*Task description*:
Copy each line of the data beneath in which the word "nodes" appears.
___ Record excerpts ___
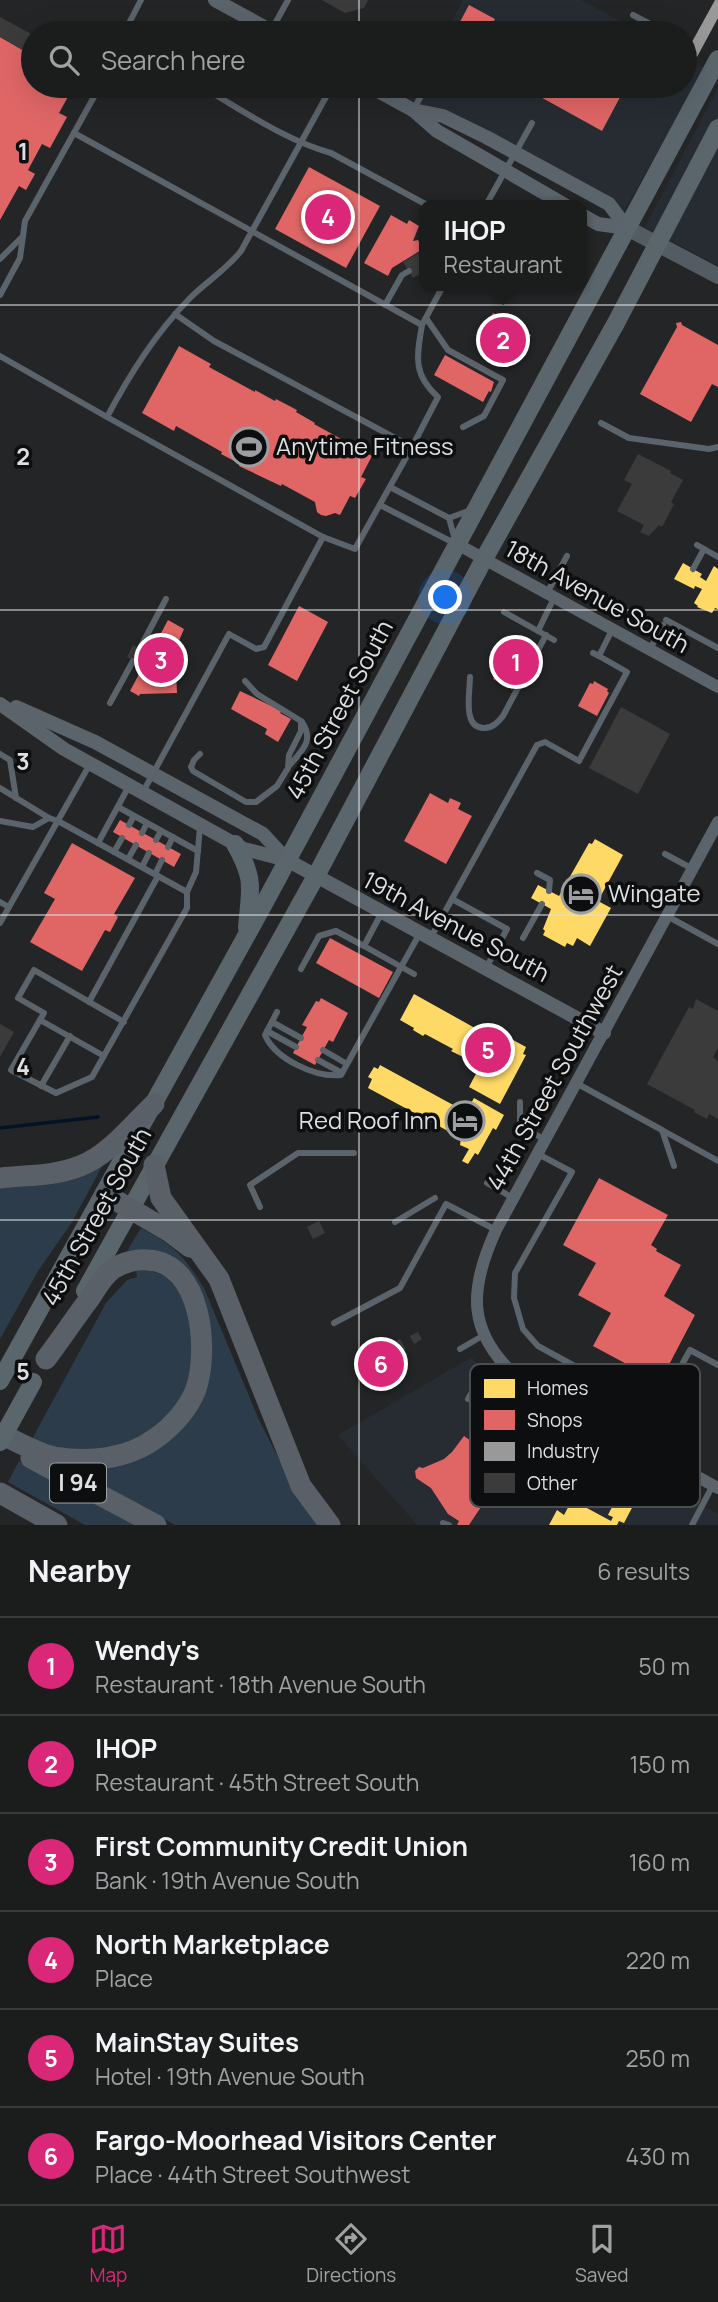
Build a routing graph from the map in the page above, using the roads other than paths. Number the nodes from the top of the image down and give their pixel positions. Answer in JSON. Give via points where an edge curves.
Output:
{"nodes":[{"id":1,"x":141,"y":0,"type":"edge"},
{"id":2,"x":215,"y":0,"type":"edge"},
{"id":3,"x":288,"y":0,"type":"edge"},
{"id":4,"x":633,"y":15,"type":"dead end"},
{"id":5,"x":130,"y":21,"type":"edge"},
{"id":6,"x":253,"y":21,"type":"edge"},
{"id":7,"x":278,"y":21,"type":"edge"},
{"id":8,"x":644,"y":21,"type":"edge"},
{"id":9,"x":718,"y":59,"type":"edge"},
{"id":10,"x":93,"y":98,"type":"edge"},
{"id":11,"x":222,"y":98,"type":"edge"},
{"id":12,"x":325,"y":98,"type":"edge"},
{"id":13,"x":391,"y":98,"type":"edge"},
{"id":14,"x":420,"y":98,"type":"edge"},
{"id":15,"x":413,"y":110,"type":"junction"},
{"id":16,"x":532,"y":123,"type":"dead end"},
{"id":17,"x":718,"y":128,"type":"edge"},
{"id":18,"x":74,"y":133,"type":"junction"},
{"id":19,"x":301,"y":141,"type":"junction"},
{"id":20,"x":516,"y":154,"type":"junction"},
{"id":21,"x":505,"y":172,"type":"junction"},
{"id":22,"x":489,"y":200,"type":"edge"},
{"id":23,"x":556,"y":200,"type":"edge"},
{"id":24,"x":419,"y":201,"type":"edge"},
{"id":25,"x":587,"y":218,"type":"edge"},
{"id":26,"x":627,"y":228,"type":"junction"},
{"id":27,"x":251,"y":232,"type":"junction"},
{"id":28,"x":23,"y":236,"type":"junction"},
{"id":29,"x":657,"y":244,"type":"junction"},
{"id":30,"x":0,"y":258,"type":"edge"},
{"id":31,"x":409,"y":271,"type":"dead end"},
{"id":32,"x":718,"y":276,"type":"edge"},
{"id":33,"x":440,"y":291,"type":"edge"},
{"id":34,"x":0,"y":295,"type":"edge"},
{"id":35,"x":385,"y":305,"type":"junction"},
{"id":36,"x":175,"y":314,"type":"junction"},
{"id":37,"x":424,"y":321,"type":"junction"},
{"id":38,"x":0,"y":355,"type":"edge"},
{"id":39,"x":107,"y":417,"type":"junction"},
{"id":40,"x":601,"y":423,"type":"dead end"},
{"id":41,"x":463,"y":427,"type":"dead end"},
{"id":42,"x":412,"y":447,"type":"junction"},
{"id":43,"x":718,"y":447,"type":"edge"},
{"id":44,"x":390,"y":487,"type":"junction"},
{"id":45,"x":380,"y":505,"type":"junction"},
{"id":46,"x":477,"y":508,"type":"junction"},
{"id":47,"x":449,"y":518,"type":"junction"},
{"id":48,"x":323,"y":537,"type":"junction"},
{"id":49,"x":457,"y":544,"type":"junction"},
{"id":50,"x":696,"y":545,"type":"dead end"},
{"id":51,"x":704,"y":549,"type":"junction"},
{"id":52,"x":566,"y":556,"type":"dead end"},
{"id":53,"x":718,"y":557,"type":"edge"},
{"id":54,"x":484,"y":559,"type":"junction"},
{"id":55,"x":693,"y":569,"type":"dead end"},
{"id":56,"x":551,"y":596,"type":"junction"},
{"id":57,"x":166,"y":599,"type":"dead end"},
{"id":58,"x":503,"y":612,"type":"dead end"},
{"id":59,"x":612,"y":629,"type":"junction"},
{"id":60,"x":538,"y":631,"type":"junction"},
{"id":61,"x":546,"y":635,"type":"junction"},
{"id":62,"x":554,"y":640,"type":"dead end"},
{"id":63,"x":139,"y":648,"type":"dead end"},
{"id":64,"x":718,"y":648,"type":"edge"},
{"id":65,"x":650,"y":649,"type":"junction"},
{"id":66,"x":133,"y":660,"type":"dead end"},
{"id":67,"x":470,"y":677,"type":"dead end"},
{"id":68,"x":245,"y":681,"type":"dead end"},
{"id":69,"x":718,"y":687,"type":"edge"},
{"id":70,"x":0,"y":702,"type":"edge"},
{"id":71,"x":110,"y":703,"type":"dead end"},
{"id":72,"x":0,"y":754,"type":"edge"},
{"id":73,"x":200,"y":754,"type":"dead end"},
{"id":74,"x":90,"y":764,"type":"junction"},
{"id":75,"x":153,"y":773,"type":"junction"},
{"id":76,"x":0,"y":788,"type":"edge"},
{"id":77,"x":136,"y":790,"type":"junction"},
{"id":78,"x":16,"y":797,"type":"junction"},
{"id":79,"x":118,"y":807,"type":"junction"},
{"id":80,"x":134,"y":816,"type":"junction"},
{"id":81,"x":49,"y":818,"type":"junction"},
{"id":82,"x":0,"y":821,"type":"edge"},
{"id":83,"x":58,"y":821,"type":"junction"},
{"id":84,"x":718,"y":822,"type":"edge"},
{"id":85,"x":147,"y":823,"type":"junction"},
{"id":86,"x":129,"y":825,"type":"dead end"},
{"id":87,"x":200,"y":825,"type":"junction"},
{"id":88,"x":161,"y":831,"type":"junction"},
{"id":89,"x":142,"y":833,"type":"dead end"},
{"id":90,"x":173,"y":837,"type":"junction"},
{"id":91,"x":122,"y":838,"type":"dead end"},
{"id":92,"x":156,"y":840,"type":"dead end"},
{"id":93,"x":98,"y":843,"type":"junction"},
{"id":94,"x":235,"y":844,"type":"junction"},
{"id":95,"x":136,"y":845,"type":"dead end"},
{"id":96,"x":168,"y":847,"type":"dead end"},
{"id":97,"x":198,"y":851,"type":"junction"},
{"id":98,"x":114,"y":852,"type":"junction"},
{"id":99,"x":149,"y":853,"type":"dead end"},
{"id":100,"x":665,"y":854,"type":"dead end"},
{"id":101,"x":128,"y":859,"type":"junction"},
{"id":102,"x":162,"y":860,"type":"dead end"},
{"id":103,"x":287,"y":860,"type":"junction"},
{"id":104,"x":142,"y":867,"type":"junction"},
{"id":105,"x":693,"y":869,"type":"junction"},
{"id":106,"x":537,"y":873,"type":"dead end"},
{"id":107,"x":156,"y":875,"type":"junction"},
{"id":108,"x":316,"y":876,"type":"junction"},
{"id":109,"x":549,"y":891,"type":"dead end"},
{"id":110,"x":187,"y":892,"type":"junction"},
{"id":111,"x":452,"y":899,"type":"junction"},
{"id":112,"x":0,"y":902,"type":"edge"},
{"id":113,"x":542,"y":904,"type":"dead end"},
{"id":114,"x":9,"y":907,"type":"junction"},
{"id":115,"x":382,"y":912,"type":"junction"},
{"id":116,"x":666,"y":916,"type":"junction"},
{"id":117,"x":0,"y":923,"type":"edge"},
{"id":118,"x":247,"y":935,"type":"junction"},
{"id":119,"x":425,"y":936,"type":"junction"},
{"id":120,"x":523,"y":938,"type":"dead end"},
{"id":121,"x":718,"y":944,"type":"edge"},
{"id":122,"x":364,"y":946,"type":"junction"},
{"id":123,"x":401,"y":967,"type":"junction"},
{"id":124,"x":486,"y":968,"type":"junction"},
{"id":125,"x":301,"y":969,"type":"dead end"},
{"id":126,"x":414,"y":974,"type":"dead end"},
{"id":127,"x":89,"y":1002,"type":"junction"},
{"id":128,"x":277,"y":1012,"type":"dead end"},
{"id":129,"x":40,"y":1020,"type":"junction"},
{"id":130,"x":124,"y":1022,"type":"junction"},
{"id":131,"x":272,"y":1022,"type":"junction"},
{"id":132,"x":267,"y":1031,"type":"junction"},
{"id":133,"x":604,"y":1033,"type":"junction"},
{"id":134,"x":70,"y":1037,"type":"junction"},
{"id":135,"x":301,"y":1038,"type":"dead end"},
{"id":136,"x":296,"y":1047,"type":"dead end"},
{"id":137,"x":323,"y":1050,"type":"dead end"},
{"id":138,"x":104,"y":1056,"type":"junction"},
{"id":139,"x":318,"y":1060,"type":"dead end"},
{"id":140,"x":347,"y":1064,"type":"junction"},
{"id":141,"x":342,"y":1073,"type":"junction"},
{"id":142,"x":576,"y":1083,"type":"junction"},
{"id":143,"x":41,"y":1086,"type":"junction"},
{"id":144,"x":520,"y":1102,"type":"dead end"},
{"id":145,"x":155,"y":1104,"type":"junction"},
{"id":146,"x":663,"y":1130,"type":"junction"},
{"id":147,"x":545,"y":1140,"type":"junction"},
{"id":148,"x":354,"y":1153,"type":"dead end"},
{"id":149,"x":538,"y":1154,"type":"junction"},
{"id":150,"x":718,"y":1161,"type":"edge"},
{"id":151,"x":154,"y":1166,"type":"junction"},
{"id":152,"x":674,"y":1166,"type":"dead end"},
{"id":153,"x":0,"y":1178,"type":"edge"},
{"id":154,"x":487,"y":1183,"type":"dead end"},
{"id":155,"x":105,"y":1194,"type":"junction"},
{"id":156,"x":435,"y":1198,"type":"dead end"},
{"id":157,"x":514,"y":1198,"type":"junction"},
{"id":158,"x":260,"y":1207,"type":"dead end"},
{"id":159,"x":131,"y":1209,"type":"junction"},
{"id":160,"x":395,"y":1222,"type":"dead end"},
{"id":161,"x":496,"y":1230,"type":"junction"},
{"id":162,"x":203,"y":1257,"type":"junction"},
{"id":163,"x":334,"y":1323,"type":"dead end"},
{"id":164,"x":484,"y":1335,"type":"junction"},
{"id":165,"x":460,"y":1349,"type":"dead end"},
{"id":166,"x":46,"y":1359,"type":"junction"},
{"id":167,"x":499,"y":1362,"type":"joint"},
{"id":168,"x":501,"y":1364,"type":"edge"},
{"id":169,"x":571,"y":1364,"type":"edge"},
{"id":170,"x":682,"y":1364,"type":"edge"},
{"id":171,"x":718,"y":1365,"type":"edge"},
{"id":172,"x":4,"y":1374,"type":"edge"},
{"id":173,"x":470,"y":1396,"type":"edge"},
{"id":174,"x":468,"y":1399,"type":"dead end"},
{"id":175,"x":0,"y":1434,"type":"edge"},
{"id":176,"x":0,"y":1442,"type":"edge"},
{"id":177,"x":715,"y":1486,"type":"edge"},
{"id":178,"x":0,"y":1493,"type":"edge"},
{"id":179,"x":58,"y":1525,"type":"edge"},
{"id":180,"x":156,"y":1525,"type":"edge"},
{"id":181,"x":330,"y":1525,"type":"edge"},
{"id":182,"x":692,"y":1525,"type":"edge"}],
"edges":[{"from":1,"to":5,"type":"lane"},
{"from":2,"to":6,"type":"street"},
{"from":3,"to":7,"type":"lane"},
{"from":4,"to":8,"type":"lane"},
{"from":9,"to":26,"type":"main road","name":"45th Street South"},
{"from":10,"to":18,"type":"lane"},
{"from":11,"to":19,"type":"lane"},
{"from":12,"to":19,"type":"lane"},
{"from":13,"to":15,"type":"street"},
{"from":14,"to":15,"type":"lane"},
{"from":15,"to":20,"type":"street","via":[[495,153]]},
{"from":15,"to":21,"type":"street","via":[[437,131]]},
{"from":16,"to":20,"type":"lane"},
{"from":17,"to":29,"type":"main road","name":"45th Street South"},
{"from":18,"to":27,"type":"lane"},
{"from":18,"to":28,"type":"lane","via":[[25,221]]},
{"from":19,"to":24,"type":"lane"},
{"from":19,"to":27,"type":"lane"},
{"from":20,"to":21,"type":"lane"},
{"from":20,"to":26,"type":"street","via":[[609,204]]},
{"from":21,"to":22,"type":"lane"},
{"from":21,"to":23,"type":"street"},
{"from":25,"to":26,"type":"street"},
{"from":26,"to":29,"type":"main road"},
{"from":26,"to":46,"type":"main road","name":"45th Street South"},
{"from":27,"to":35,"type":"lane"},
{"from":27,"to":36,"type":"lane","via":[[234,260]]},
{"from":28,"to":30,"type":"lane"},
{"from":28,"to":34,"type":"lane","via":[[20,258]]},
{"from":29,"to":32,"type":"main road"},
{"from":29,"to":54,"type":"main road","name":"45th Street South"},
{"from":31,"to":35,"type":"lane"},
{"from":33,"to":37,"type":"lane"},
{"from":35,"to":37,"type":"lane"},
{"from":36,"to":39,"type":"lane","via":[[135,367]]},
{"from":36,"to":42,"type":"lane","via":[[214,341]]},
{"from":37,"to":41,"type":"lane","via":[[448,351],[503,380],[484,416]]},
{"from":37,"to":42,"type":"lane","via":[[416,363],[438,397]]},
{"from":38,"to":39,"type":"lane"},
{"from":39,"to":48,"type":"lane"},
{"from":40,"to":43,"type":"lane","via":[[629,438]]},
{"from":42,"to":44,"type":"lane"},
{"from":44,"to":45,"type":"lane"},
{"from":44,"to":47,"type":"lane"},
{"from":45,"to":48,"type":"lane","via":[[355,549]]},
{"from":45,"to":49,"type":"lane"},
{"from":46,"to":47,"type":"lane"},
{"from":46,"to":49,"type":"main road","name":"45th Street South"},
{"from":47,"to":49,"type":"lane"},
{"from":48,"to":75,"type":"lane","via":[[264,647],[256,649],[229,634]]},
{"from":49,"to":54,"type":"street","name":"18th Avenue South"},
{"from":49,"to":103,"type":"main road","name":"45th Street South"},
{"from":50,"to":51,"type":"lane"},
{"from":51,"to":53,"type":"lane"},
{"from":51,"to":55,"type":"lane"},
{"from":52,"to":56,"type":"lane"},
{"from":54,"to":56,"type":"street","name":"18th Avenue South"},
{"from":54,"to":108,"type":"main road","name":"45th Street South"},
{"from":56,"to":59,"type":"street","name":"18th Avenue South"},
{"from":56,"to":60,"type":"lane"},
{"from":57,"to":63,"type":"lane"},
{"from":58,"to":60,"type":"lane"},
{"from":59,"to":65,"type":"street","name":"18th Avenue South"},
{"from":59,"to":111,"type":"lane","via":[[596,655],[627,672],[579,761],[545,742],[537,745]]},
{"from":60,"to":61,"type":"lane"},
{"from":61,"to":62,"type":"lane"},
{"from":61,"to":67,"type":"lane","via":[[503,716],[492,726],[480,728],[469,718]]},
{"from":64,"to":65,"type":"lane","via":[[664,622]]},
{"from":65,"to":69,"type":"street","name":"18th Avenue South"},
{"from":66,"to":71,"type":"lane"},
{"from":68,"to":73,"type":"lane","via":[[257,694],[301,721],[302,731],[289,755],[288,768],[271,793],[257,802],[246,802],[193,771]]},
{"from":70,"to":74,"type":"street","name":"19th Avenue South"},
{"from":70,"to":75,"type":"street","name":"19th Avenue South","via":[[95,742]]},
{"from":72,"to":78,"type":"lane","via":[[10,760]]},
{"from":74,"to":77,"type":"street","name":"19th Avenue South"},
{"from":74,"to":83,"type":"lane"},
{"from":75,"to":77,"type":"lane"},
{"from":75,"to":103,"type":"street","name":"19th Avenue South","via":[[263,834]]},
{"from":76,"to":78,"type":"lane"},
{"from":77,"to":79,"type":"lane"},
{"from":77,"to":87,"type":"street","name":"19th Avenue South"},
{"from":78,"to":81,"type":"lane"},
{"from":79,"to":80,"type":"lane"},
{"from":79,"to":93,"type":"lane"},
{"from":80,"to":85,"type":"lane"},
{"from":80,"to":86,"type":"lane"},
{"from":81,"to":82,"type":"lane","via":[[33,827]]},
{"from":81,"to":83,"type":"lane"},
{"from":83,"to":93,"type":"lane"},
{"from":83,"to":114,"type":"lane"},
{"from":84,"to":105,"type":"street","name":"44th Street Southwest"},
{"from":85,"to":88,"type":"lane"},
{"from":85,"to":89,"type":"lane"},
{"from":87,"to":94,"type":"street","name":"19th Avenue South"},
{"from":87,"to":97,"type":"lane"},
{"from":88,"to":90,"type":"lane"},
{"from":88,"to":92,"type":"lane"},
{"from":90,"to":96,"type":"lane"},
{"from":90,"to":97,"type":"lane"},
{"from":91,"to":98,"type":"lane"},
{"from":93,"to":98,"type":"lane"},
{"from":94,"to":103,"type":"street","name":"19th Avenue South"},
{"from":94,"to":118,"type":"main road","via":[[252,883]]},
{"from":95,"to":101,"type":"lane"},
{"from":97,"to":110,"type":"lane","via":[[196,872]]},
{"from":98,"to":101,"type":"lane"},
{"from":99,"to":104,"type":"lane"},
{"from":100,"to":105,"type":"lane"},
{"from":101,"to":104,"type":"lane"},
{"from":102,"to":107,"type":"lane"},
{"from":103,"to":108,"type":"street","name":"19th Avenue South"},
{"from":103,"to":118,"type":"main road","name":"45th Street South"},
{"from":104,"to":107,"type":"lane"},
{"from":105,"to":116,"type":"street","name":"44th Street Southwest"},
{"from":106,"to":109,"type":"lane","via":[[550,880]]},
{"from":107,"to":110,"type":"lane"},
{"from":107,"to":127,"type":"lane"},
{"from":108,"to":115,"type":"street","name":"19th Avenue South"},
{"from":108,"to":151,"type":"main road","name":"45th Street South"},
{"from":110,"to":130,"type":"lane","via":[[187,908]]},
{"from":111,"to":119,"type":"lane"},
{"from":111,"to":124,"type":"lane","via":[[507,929]]},
{"from":112,"to":114,"type":"lane"},
{"from":113,"to":120,"type":"lane"},
{"from":114,"to":117,"type":"lane"},
{"from":115,"to":119,"type":"street","name":"19th Avenue South"},
{"from":115,"to":122,"type":"lane"},
{"from":116,"to":121,"type":"lane"},
{"from":116,"to":133,"type":"street","name":"44th Street Southwest"},
{"from":118,"to":145,"type":"main road","name":"45th Street South"},
{"from":119,"to":123,"type":"lane"},
{"from":119,"to":124,"type":"street","name":"19th Avenue South"},
{"from":122,"to":123,"type":"lane"},
{"from":122,"to":125,"type":"lane","via":[[336,931],[319,936]]},
{"from":123,"to":126,"type":"lane"},
{"from":123,"to":140,"type":"lane"},
{"from":124,"to":133,"type":"street","name":"19th Avenue South"},
{"from":127,"to":129,"type":"lane","via":[[34,970],[18,998],[44,1013]]},
{"from":127,"to":130,"type":"lane"},
{"from":128,"to":131,"type":"lane"},
{"from":129,"to":134,"type":"lane"},
{"from":129,"to":143,"type":"lane","via":[[11,1070]]},
{"from":130,"to":138,"type":"lane"},
{"from":131,"to":132,"type":"lane"},
{"from":131,"to":135,"type":"lane"},
{"from":132,"to":136,"type":"lane"},
{"from":132,"to":141,"type":"lane","via":[[269,1045],[313,1073]]},
{"from":133,"to":142,"type":"street","name":"44th Street Southwest"},
{"from":134,"to":138,"type":"lane"},
{"from":134,"to":143,"type":"lane"},
{"from":137,"to":140,"type":"lane"},
{"from":138,"to":143,"type":"lane","via":[[92,1077],[56,1093]]},
{"from":139,"to":141,"type":"lane"},
{"from":140,"to":141,"type":"lane"},
{"from":142,"to":146,"type":"lane"},
{"from":142,"to":147,"type":"street","name":"44th Street Southwest"},
{"from":144,"to":147,"type":"lane","via":[[520,1125]]},
{"from":145,"to":153,"type":"highway","via":[[98,1157],[79,1167]]},
{"from":145,"to":155,"type":"main road","name":"45th Street South"},
{"from":146,"to":150,"type":"lane"},
{"from":146,"to":152,"type":"lane"},
{"from":147,"to":149,"type":"street","name":"44th Street Southwest"},
{"from":148,"to":158,"type":"lane","via":[[298,1153],[250,1185]]},
{"from":149,"to":157,"type":"street","name":"44th Street Southwest"},
{"from":149,"to":169,"type":"lane","via":[[572,1172],[516,1273],[514,1298],[523,1329],[538,1346]]},
{"from":151,"to":159,"type":"main road","name":"45th Street South"},
{"from":151,"to":162,"type":"highway","via":[[161,1198]]},
{"from":154,"to":157,"type":"lane"},
{"from":155,"to":159,"type":"highway"},
{"from":155,"to":172,"type":"main road","name":"45th Street South"},
{"from":156,"to":160,"type":"lane"},
{"from":157,"to":161,"type":"street","name":"44th Street Southwest"},
{"from":159,"to":162,"type":"highway"},
{"from":159,"to":166,"type":"main road","name":"45th Street South"},
{"from":161,"to":163,"type":"lane","via":[[446,1204],[400,1288]]},
{"from":161,"to":164,"type":"street","name":"44th Street Southwest","via":[[477,1279],[477,1310]]},
{"from":162,"to":181,"type":"highway","via":[[225,1292],[301,1486]]},
{"from":164,"to":165,"type":"lane"},
{"from":164,"to":167,"type":"street","name":"44th Street Southwest"},
{"from":166,"to":175,"type":"highway","via":[[100,1284],[112,1270],[127,1263],[153,1260],[165,1264],[177,1273],[197,1308],[203,1342],[195,1392],[173,1423],[149,1444],[104,1459],[53,1457]]},
{"from":166,"to":176,"type":"main road","name":"45th Street South","bridge":true},
{"from":167,"to":168,"type":"street"},
{"from":170,"to":171,"type":"lane","via":[[690,1350]]},
{"from":173,"to":174,"type":"lane"},
{"from":176,"to":180,"type":"highway","number":"I 94"},
{"from":177,"to":182,"type":"lane"},
{"from":178,"to":179,"type":"highway","number":"I 94"}]}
___
*Answer*:
Build a routing graph from the map in the page above, using the roads other than paths. Number the nodes from the top of the image down and give their pixel positions. Answer in JSON. Give via points where an edge curves.
{"nodes":[{"id":1,"x":141,"y":0,"type":"edge"},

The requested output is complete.